▶ [ASSIGNMENT]:
Retype each line below precisely and omit all images.

━━━━━━

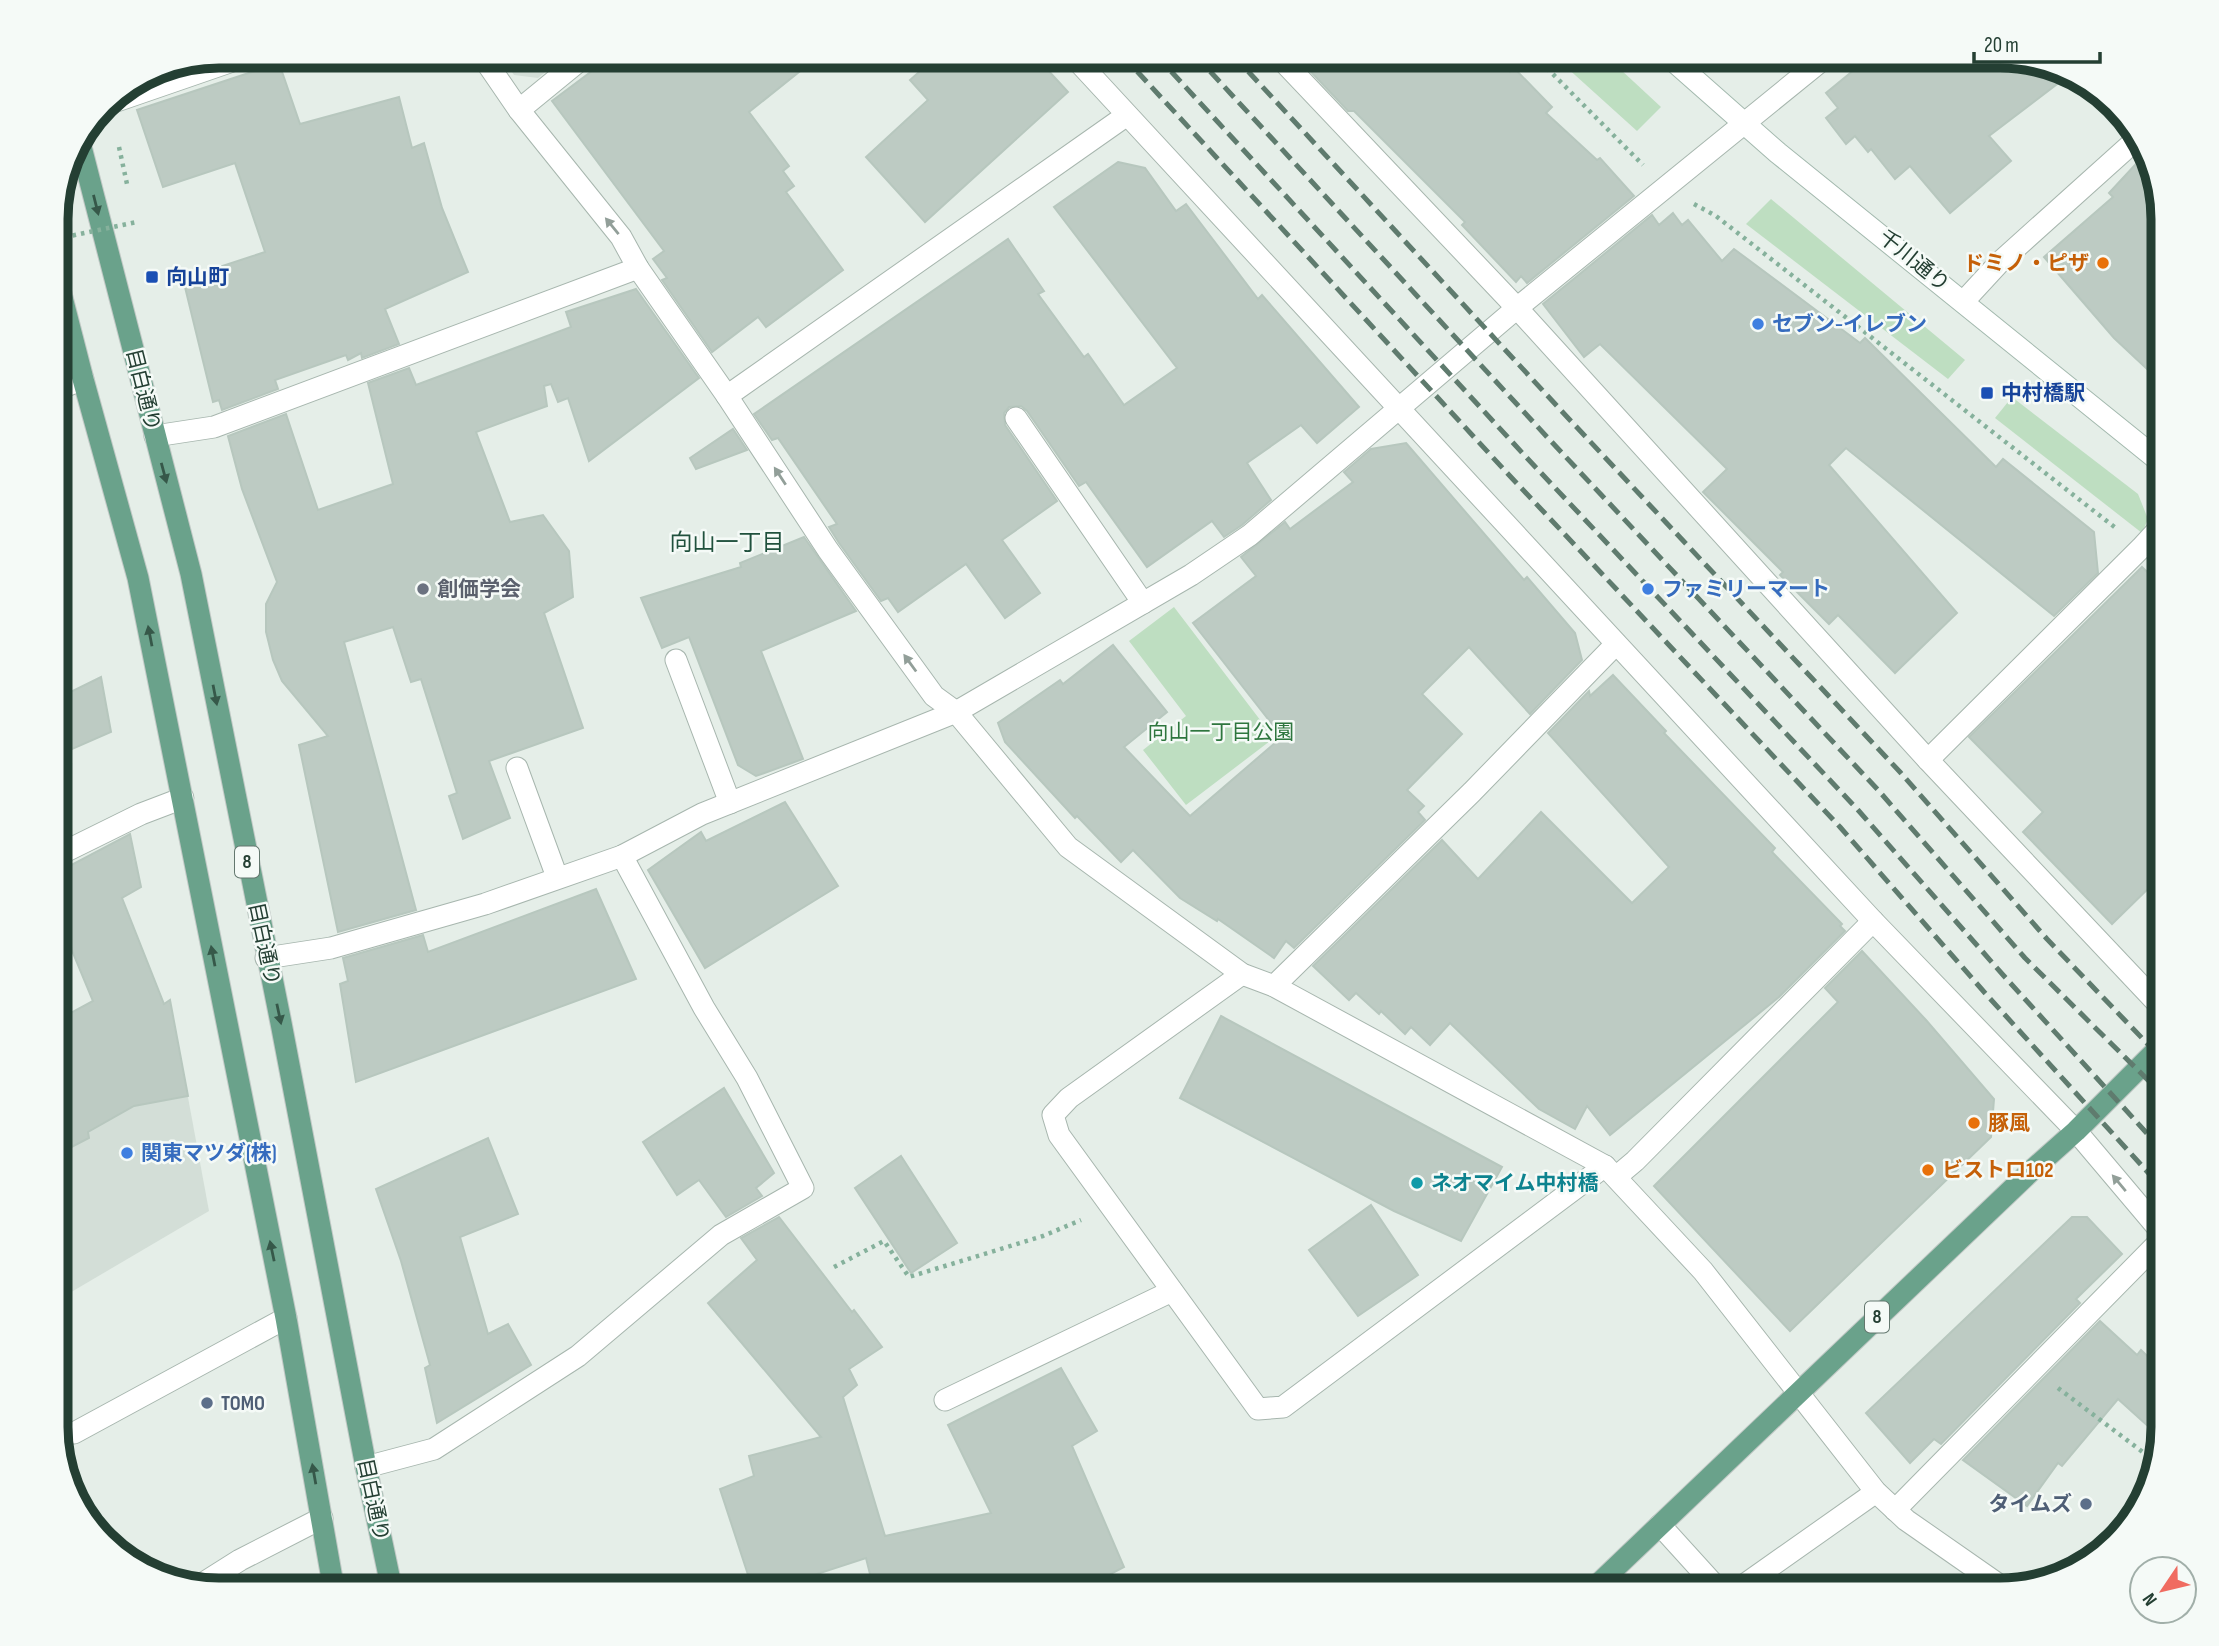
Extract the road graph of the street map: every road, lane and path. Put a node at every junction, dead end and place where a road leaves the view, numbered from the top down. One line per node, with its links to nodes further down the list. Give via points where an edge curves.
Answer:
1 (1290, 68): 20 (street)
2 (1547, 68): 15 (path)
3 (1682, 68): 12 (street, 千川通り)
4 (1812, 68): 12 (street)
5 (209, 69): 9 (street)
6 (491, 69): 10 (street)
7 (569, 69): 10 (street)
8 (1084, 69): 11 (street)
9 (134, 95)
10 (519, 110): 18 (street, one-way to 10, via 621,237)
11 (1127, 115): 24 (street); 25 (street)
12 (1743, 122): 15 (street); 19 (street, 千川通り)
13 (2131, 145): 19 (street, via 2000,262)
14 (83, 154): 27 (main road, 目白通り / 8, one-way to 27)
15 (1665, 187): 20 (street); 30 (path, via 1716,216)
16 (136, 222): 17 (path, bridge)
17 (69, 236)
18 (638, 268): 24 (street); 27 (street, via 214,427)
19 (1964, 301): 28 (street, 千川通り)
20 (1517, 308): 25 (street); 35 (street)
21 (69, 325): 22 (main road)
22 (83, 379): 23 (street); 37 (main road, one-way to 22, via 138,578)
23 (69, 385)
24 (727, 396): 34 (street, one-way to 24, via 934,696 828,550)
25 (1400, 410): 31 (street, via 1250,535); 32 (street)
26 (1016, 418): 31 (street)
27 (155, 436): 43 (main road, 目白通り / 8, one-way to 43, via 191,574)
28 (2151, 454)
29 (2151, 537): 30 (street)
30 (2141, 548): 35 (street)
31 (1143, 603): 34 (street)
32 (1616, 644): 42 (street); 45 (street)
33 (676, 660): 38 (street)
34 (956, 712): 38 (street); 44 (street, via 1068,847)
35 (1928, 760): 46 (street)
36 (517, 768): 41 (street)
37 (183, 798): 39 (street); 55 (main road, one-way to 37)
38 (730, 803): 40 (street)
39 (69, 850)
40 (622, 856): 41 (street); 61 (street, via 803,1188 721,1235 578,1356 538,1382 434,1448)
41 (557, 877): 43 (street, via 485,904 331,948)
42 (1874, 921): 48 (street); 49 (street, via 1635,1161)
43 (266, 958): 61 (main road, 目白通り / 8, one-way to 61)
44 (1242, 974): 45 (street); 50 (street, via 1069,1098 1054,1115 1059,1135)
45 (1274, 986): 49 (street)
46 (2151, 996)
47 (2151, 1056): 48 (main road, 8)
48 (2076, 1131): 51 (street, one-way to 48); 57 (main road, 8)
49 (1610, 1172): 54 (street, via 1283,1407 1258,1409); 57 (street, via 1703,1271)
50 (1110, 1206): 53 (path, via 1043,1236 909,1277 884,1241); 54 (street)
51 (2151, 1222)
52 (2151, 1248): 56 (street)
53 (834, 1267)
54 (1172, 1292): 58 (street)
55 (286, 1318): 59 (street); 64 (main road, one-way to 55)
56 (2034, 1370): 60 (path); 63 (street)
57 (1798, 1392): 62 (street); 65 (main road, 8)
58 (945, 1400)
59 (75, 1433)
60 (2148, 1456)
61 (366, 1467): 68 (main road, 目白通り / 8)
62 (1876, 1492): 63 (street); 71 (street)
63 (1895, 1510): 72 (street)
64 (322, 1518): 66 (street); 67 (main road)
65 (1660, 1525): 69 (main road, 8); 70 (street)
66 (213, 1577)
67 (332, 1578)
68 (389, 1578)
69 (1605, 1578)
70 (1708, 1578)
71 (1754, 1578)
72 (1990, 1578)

━━━━━━

▶ [WORKED SOLUTION]:
Extract the road graph of the street map: every road, lane and path. Put a node at every junction, dead end and place where a road leaves the view, numbered from the top down. One line per node, with its links to nodes further down the list. Give via points where an edge curves.
Answer:
1 (1290, 68): 20 (street)
2 (1547, 68): 15 (path)
3 (1682, 68): 12 (street, 千川通り)
4 (1812, 68): 12 (street)
5 (209, 69): 9 (street)
6 (491, 69): 10 (street)
7 (569, 69): 10 (street)
8 (1084, 69): 11 (street)
9 (134, 95)
10 (519, 110): 18 (street, one-way to 10, via 621,237)
11 (1127, 115): 24 (street); 25 (street)
12 (1743, 122): 15 (street); 19 (street, 千川通り)
13 (2131, 145): 19 (street, via 2000,262)
14 (83, 154): 27 (main road, 目白通り / 8, one-way to 27)
15 (1665, 187): 20 (street); 30 (path, via 1716,216)
16 (136, 222): 17 (path, bridge)
17 (69, 236)
18 (638, 268): 24 (street); 27 (street, via 214,427)
19 (1964, 301): 28 (street, 千川通り)
20 (1517, 308): 25 (street); 35 (street)
21 (69, 325): 22 (main road)
22 (83, 379): 23 (street); 37 (main road, one-way to 22, via 138,578)
23 (69, 385)
24 (727, 396): 34 (street, one-way to 24, via 934,696 828,550)
25 (1400, 410): 31 (street, via 1250,535); 32 (street)
26 (1016, 418): 31 (street)
27 (155, 436): 43 (main road, 目白通り / 8, one-way to 43, via 191,574)
28 (2151, 454)
29 (2151, 537): 30 (street)
30 (2141, 548): 35 (street)
31 (1143, 603): 34 (street)
32 (1616, 644): 42 (street); 45 (street)
33 (676, 660): 38 (street)
34 (956, 712): 38 (street); 44 (street, via 1068,847)
35 (1928, 760): 46 (street)
36 (517, 768): 41 (street)
37 (183, 798): 39 (street); 55 (main road, one-way to 37)
38 (730, 803): 40 (street)
39 (69, 850)
40 (622, 856): 41 (street); 61 (street, via 803,1188 721,1235 578,1356 538,1382 434,1448)
41 (557, 877): 43 (street, via 485,904 331,948)
42 (1874, 921): 48 (street); 49 (street, via 1635,1161)
43 (266, 958): 61 (main road, 目白通り / 8, one-way to 61)
44 (1242, 974): 45 (street); 50 (street, via 1069,1098 1054,1115 1059,1135)
45 (1274, 986): 49 (street)
46 (2151, 996)
47 (2151, 1056): 48 (main road, 8)
48 (2076, 1131): 51 (street, one-way to 48); 57 (main road, 8)
49 (1610, 1172): 54 (street, via 1283,1407 1258,1409); 57 (street, via 1703,1271)
50 (1110, 1206): 53 (path, via 1043,1236 909,1277 884,1241); 54 (street)
51 (2151, 1222)
52 (2151, 1248): 56 (street)
53 (834, 1267)
54 (1172, 1292): 58 (street)
55 (286, 1318): 59 (street); 64 (main road, one-way to 55)
56 (2034, 1370): 60 (path); 63 (street)
57 (1798, 1392): 62 (street); 65 (main road, 8)
58 (945, 1400)
59 (75, 1433)
60 (2148, 1456)
61 (366, 1467): 68 (main road, 目白通り / 8)
62 (1876, 1492): 63 (street); 71 (street)
63 (1895, 1510): 72 (street)
64 (322, 1518): 66 (street); 67 (main road)
65 (1660, 1525): 69 (main road, 8); 70 (street)
66 (213, 1577)
67 (332, 1578)
68 (389, 1578)
69 (1605, 1578)
70 (1708, 1578)
71 (1754, 1578)
72 (1990, 1578)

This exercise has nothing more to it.